35Toutefois, le II de l'article 1840 G quinquies du code précité prévoit que lorsque les biens ayant bénéficié du report de délai jusqu'au 31 décembre 1998 sont revendus entre le 1er janvier 1999 et le 31 décembre 2001, le vendeur est tenu d'acquitter le montant des impositions dont la perception a été différée, respectivement réduit :
- de 75 p. 100 en cas de revente entre le 1er janvier 1999 et le 31 décembre 1999 ;
- de 50 p. 100 en cas de revente entre le 1er janvier 2000 et le 31 décembre 2000 ;
- de 25 p. 100 en cas de revente entre le 1er janvier 2001 et le 31 décembre 2001.
À ces droits et taxes de mutation à titre onéreux, s'ajoute l'intérêt de retard prévu à l'article 1727 du CGI, décompté du premier jour du mois suivant la date d'expiration du délai légal de présentation de l'acte d'acquisition à la formalité de l'enregistrement 6 (cf. exemples n os 7 et 8 en annexe).

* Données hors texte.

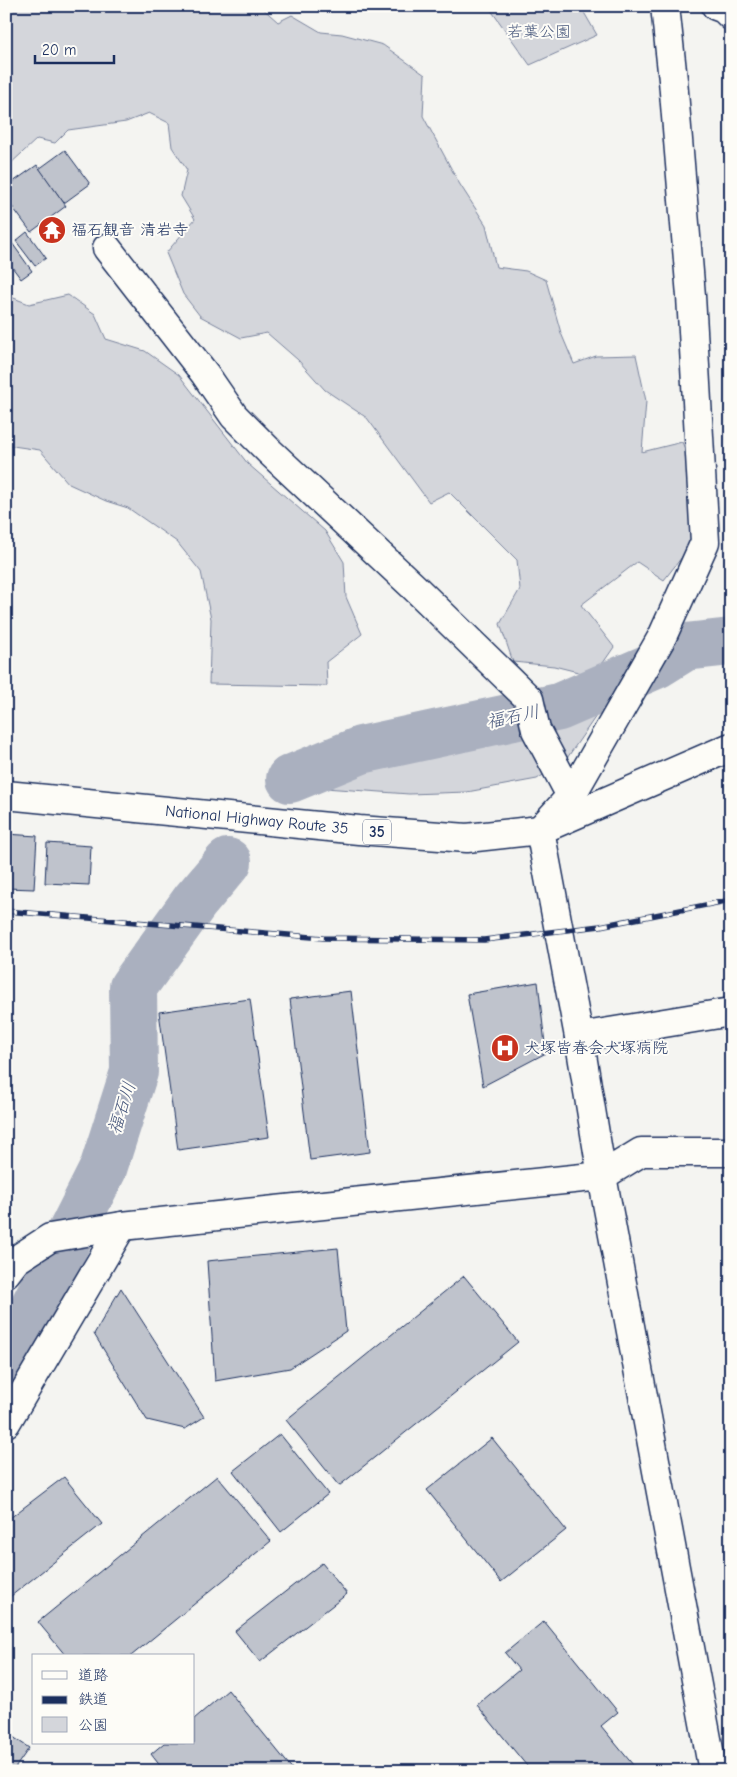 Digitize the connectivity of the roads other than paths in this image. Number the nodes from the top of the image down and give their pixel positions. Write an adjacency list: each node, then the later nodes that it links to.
1 (665, 6): 7 (main road)
2 (716, 6): 3 (main road)
3 (731, 16)
4 (107, 248): 7 (main road)
5 (731, 748): 8 (main road, National Highway Route 35 / 35)
6 (6, 795): 8 (main road, National Highway Route 35 / 35)
7 (571, 796): 8 (main road)
8 (540, 830): 10 (main road)
9 (731, 1012): 10 (main road)
10 (579, 1036): 12 (main road)
11 (731, 1152): 12 (main road)
12 (602, 1176): 13 (main road); 16 (main road)
13 (121, 1226): 14 (main road); 15 (main road)
14 (6, 1273)
15 (6, 1423)
16 (713, 1771)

Les sommes dues doivent être versées dans le mois suivant la revente du bien.
36Ce dispositif transitoire est donc applicable à la double condition que :
- les biens aient été acquis avant le 1er janvier 1993 et que le délai de revente soit en cours à cette même date ;
- les biens soient revendus entre le 1er janvier 1999 et le 31 décembre 2001.
L'absence de revente de ces biens, au 1er janvier 2002, entraîne la remise en cause du régime de faveur de l'article 1115 du CGI dans les conditions de droit commun prévues au I de l'article 1840 G quinquies du CGI.
1 Jusqu'à l'entrée en vigueur de la loi de finances rectificative pour 1990 (n° 90-1159 du 29 décembre 1990.) [cf. ci-dessus n° 5 ], le délai était de cinq ans.
2 Engagement, visé à l'article 1115 du CGI, de revendre l'immeuble dans le délai requis à l'époque des faits (cinq ans).
3 La taxe additionnelle régionale prévue à l'ancien article 1599 sexies du CGI était perçue pour les actes signés jusqu'au 31 décembre 1998. Pour les mutations à titre onéreux d'immeubles à usage d'habitation ou de garage, elle a été supprimée dès le 1 er septembre 1998 (cf. DB 7 C 11, n° 14 ).
4 Taux applicable depuis le 1er janvier 1999 ; auparavant il était de 6%.
5 Taux applicable depuis le 1 er janvier 1999 ; auparavant il était de 6%.
6 Le droit supplémentaire de 1 % ou (6 %) ne s'applique pas.
Article abrogé à compter du 1 er juin 2000 pour les immeubles sis dans le département de la Marne et à compter du 15 septembre 1999 pour les immeubles sis dans les autres départements.